Thermodynamics guided 4D Thermal Modeling.
While prior work has focused largely on static thermal reconstruction, Yang et al. proposed NTR-Gaussian [Fig. 3a], a framework that models thermal dynamics over time. By leveraging aerial TIR imagery and synthetic RGB frames, their method predicts temperature evolution across night scenes using 4D Gaussian Splatting informed by physical laws. A pair of networks estimate emissivity, heat capacity, and convective heat transfer, enabling temperature to be inferred at any future time using numerical integration. This approach represents the first physically consistent modeling of time varying thermal fields in outdoor 3D scenes. Figure 3b shows the thermodynamic theory behind NTR-Gaussian, showing the interplay between solar absorption and nighttime radiative convective heat dissipation.


Perceptually guided Diffusion for Infrared Super-Resolution.

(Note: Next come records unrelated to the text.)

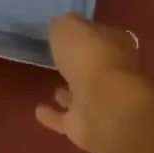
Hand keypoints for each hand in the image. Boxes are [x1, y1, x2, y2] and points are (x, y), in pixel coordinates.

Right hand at [36, 14, 153, 152]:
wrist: (104, 106)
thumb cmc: (90, 57)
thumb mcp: (69, 26)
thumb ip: (63, 26)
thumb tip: (61, 29)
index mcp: (115, 45)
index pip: (102, 36)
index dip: (87, 34)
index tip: (70, 34)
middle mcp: (114, 73)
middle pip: (95, 66)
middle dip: (81, 65)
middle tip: (60, 61)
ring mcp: (103, 102)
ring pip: (84, 95)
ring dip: (70, 93)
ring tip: (52, 88)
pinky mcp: (88, 127)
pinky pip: (67, 119)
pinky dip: (54, 116)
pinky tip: (38, 111)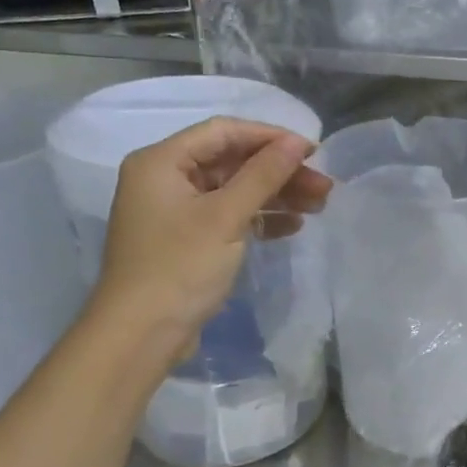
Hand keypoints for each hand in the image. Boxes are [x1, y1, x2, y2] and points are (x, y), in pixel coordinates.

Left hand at [89, 117, 331, 357]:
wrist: (142, 334)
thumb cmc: (180, 267)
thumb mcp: (226, 216)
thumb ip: (263, 175)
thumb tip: (298, 143)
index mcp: (161, 162)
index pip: (224, 132)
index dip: (270, 137)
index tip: (313, 151)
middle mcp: (166, 179)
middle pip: (232, 161)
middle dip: (280, 171)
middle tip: (324, 186)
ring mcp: (177, 211)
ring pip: (235, 189)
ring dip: (276, 195)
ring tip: (319, 206)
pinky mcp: (189, 239)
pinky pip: (230, 215)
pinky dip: (260, 218)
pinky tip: (292, 226)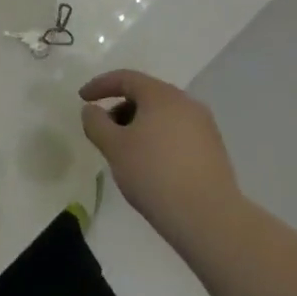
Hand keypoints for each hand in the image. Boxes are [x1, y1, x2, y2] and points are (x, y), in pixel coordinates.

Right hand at [79, 70, 240, 242]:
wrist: (208, 217)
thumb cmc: (154, 174)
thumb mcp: (114, 147)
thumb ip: (96, 123)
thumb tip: (91, 110)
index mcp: (162, 95)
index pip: (126, 78)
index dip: (100, 85)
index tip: (82, 98)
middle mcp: (186, 103)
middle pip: (146, 95)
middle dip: (120, 108)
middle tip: (104, 131)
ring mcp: (204, 126)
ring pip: (163, 115)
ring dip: (139, 125)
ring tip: (125, 152)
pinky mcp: (213, 149)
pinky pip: (178, 133)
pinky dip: (158, 139)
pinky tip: (150, 165)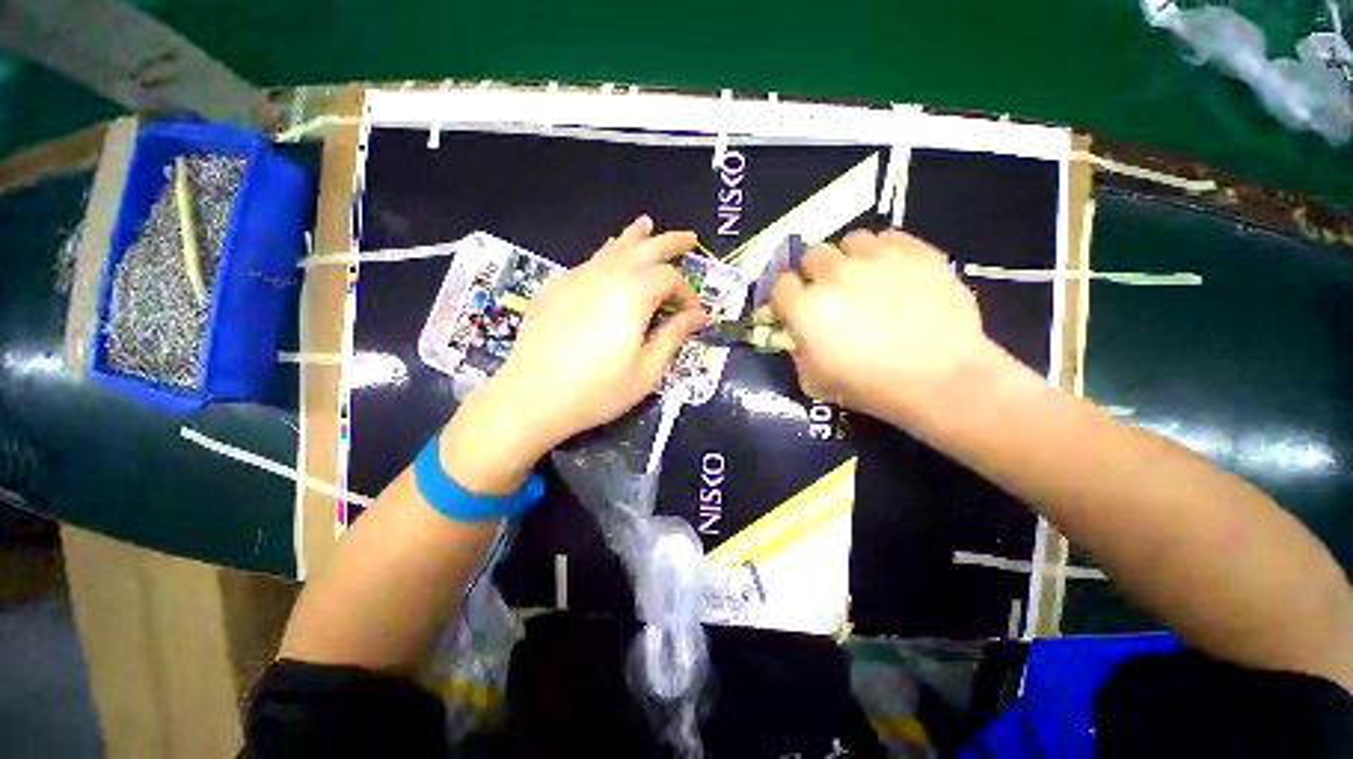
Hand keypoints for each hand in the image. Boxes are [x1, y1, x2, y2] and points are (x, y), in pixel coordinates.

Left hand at [441, 216, 708, 492]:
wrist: (532, 398)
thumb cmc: (598, 390)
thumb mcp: (647, 369)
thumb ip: (674, 336)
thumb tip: (700, 316)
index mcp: (633, 293)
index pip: (670, 278)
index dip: (687, 293)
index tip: (693, 314)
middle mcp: (606, 275)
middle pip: (645, 248)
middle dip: (670, 242)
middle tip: (690, 237)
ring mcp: (576, 277)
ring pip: (613, 248)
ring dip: (634, 237)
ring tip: (646, 224)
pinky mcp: (555, 288)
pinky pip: (589, 261)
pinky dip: (606, 253)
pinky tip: (607, 256)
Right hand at [771, 229, 1002, 421]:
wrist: (941, 381)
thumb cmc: (871, 388)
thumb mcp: (814, 381)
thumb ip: (797, 352)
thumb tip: (797, 334)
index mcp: (806, 308)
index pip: (781, 285)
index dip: (787, 296)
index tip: (795, 307)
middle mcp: (834, 275)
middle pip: (812, 256)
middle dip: (815, 273)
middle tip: (830, 292)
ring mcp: (876, 258)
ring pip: (850, 241)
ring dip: (849, 258)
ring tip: (864, 277)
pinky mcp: (915, 251)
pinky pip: (888, 237)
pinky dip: (884, 251)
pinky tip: (892, 272)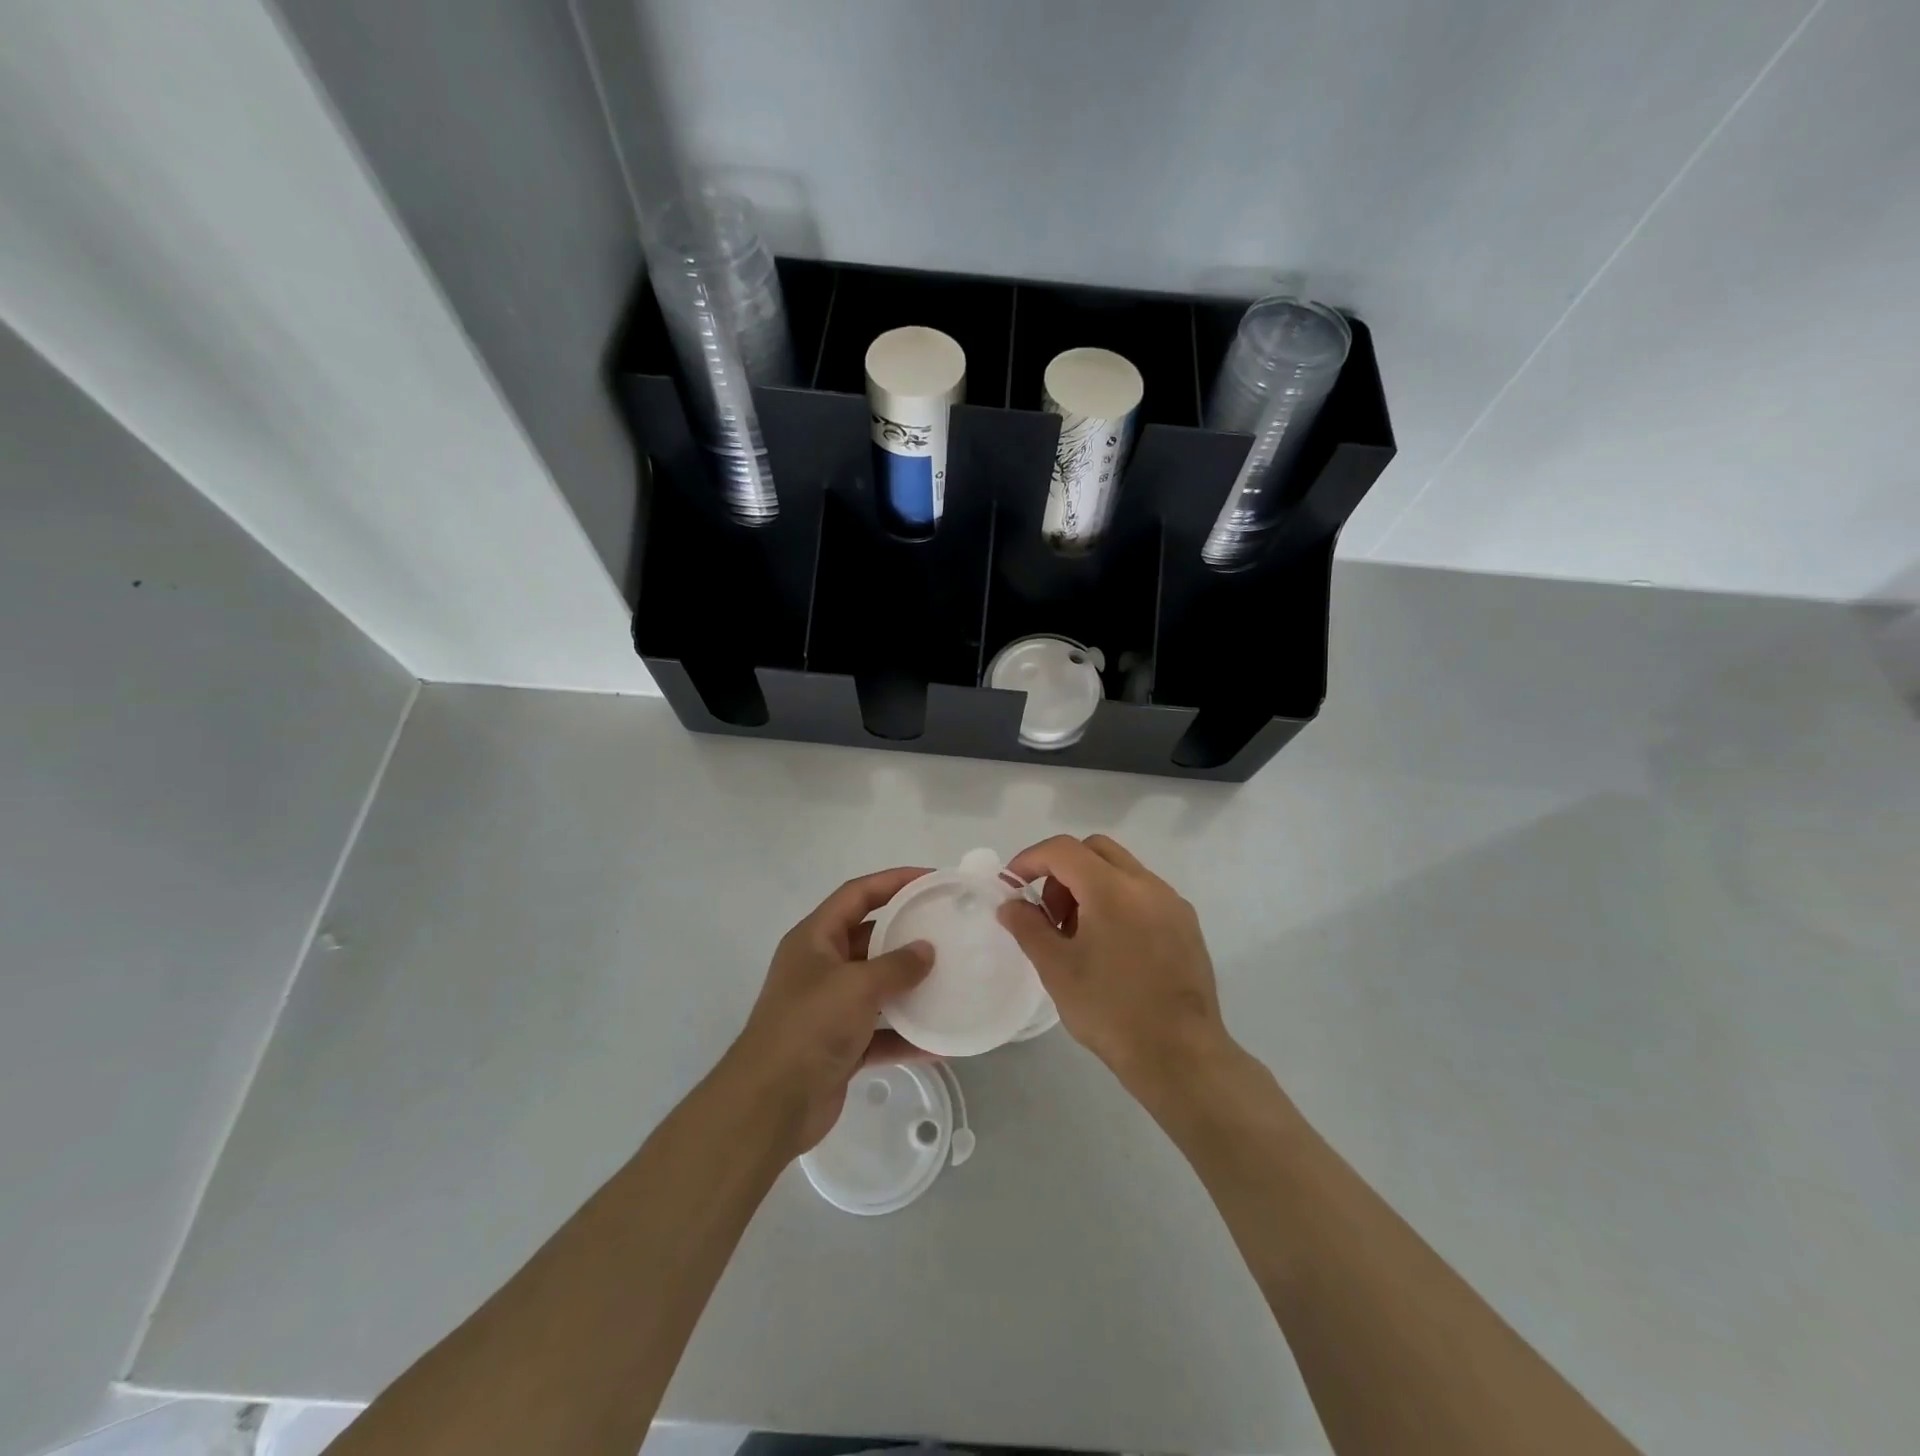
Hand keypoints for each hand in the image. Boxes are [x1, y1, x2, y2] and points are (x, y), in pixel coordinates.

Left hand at [723, 867, 934, 1152]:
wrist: (771, 1105)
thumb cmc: (810, 1027)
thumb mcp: (857, 986)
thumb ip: (896, 966)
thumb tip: (926, 951)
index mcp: (815, 939)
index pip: (857, 894)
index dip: (893, 880)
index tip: (931, 879)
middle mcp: (821, 967)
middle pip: (869, 938)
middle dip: (906, 933)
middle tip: (948, 929)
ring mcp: (830, 1007)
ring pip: (877, 985)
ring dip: (910, 985)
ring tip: (952, 978)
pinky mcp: (840, 1045)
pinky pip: (881, 1031)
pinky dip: (906, 1033)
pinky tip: (941, 1039)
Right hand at [998, 835, 1234, 1096]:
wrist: (1180, 1056)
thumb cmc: (1110, 1011)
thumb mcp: (1056, 969)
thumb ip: (1028, 927)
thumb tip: (1011, 904)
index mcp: (1112, 889)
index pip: (1063, 850)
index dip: (1030, 860)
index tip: (1012, 887)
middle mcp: (1146, 884)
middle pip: (1095, 850)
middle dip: (1062, 870)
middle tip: (1049, 914)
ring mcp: (1172, 902)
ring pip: (1121, 869)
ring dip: (1090, 885)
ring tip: (1079, 936)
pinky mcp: (1186, 924)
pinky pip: (1143, 893)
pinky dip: (1117, 901)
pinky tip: (1111, 947)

Li et al. proposed DifIISR, a diffusion based model for infrared image super-resolution (IISR) that goes beyond visual fidelity to incorporate perceptual relevance for downstream tasks like segmentation and detection. The method introduces gradient based guidance during the reverse diffusion process, using both visual frequency priors and perceptual features from pretrained models such as VGG and SAM. As a result, DifIISR achieves improved performance not just in PSNR and SSIM, but also in high level tasks under low light or noisy infrared conditions. Figure 4a demonstrates how their method preserves fine texture and semantic integrity compared to prior IISR methods.

Conclusion
To build a real-time 3D thermal Gaussian splatting pipeline, it is essential to integrate the complementary strengths of the three aforementioned directions. First, handling dynamic aerial imagery in uncontrolled environments requires robust scene modeling under sparse and inconsistent viewpoints, as addressed by DroneSplat. Second, accurate thermal reconstruction demands temporal and temperature aware representations grounded in physical principles, as demonstrated by NTR-Gaussian. Finally, the inherent limitations of infrared imagery such as low contrast, noise, and loss of detail, must be mitigated through perceptually guided enhancement techniques, as introduced in DifIISR. These works highlight essential tasks that we aim to adapt and integrate into a unified system for real-time, high fidelity 3D thermal reconstruction.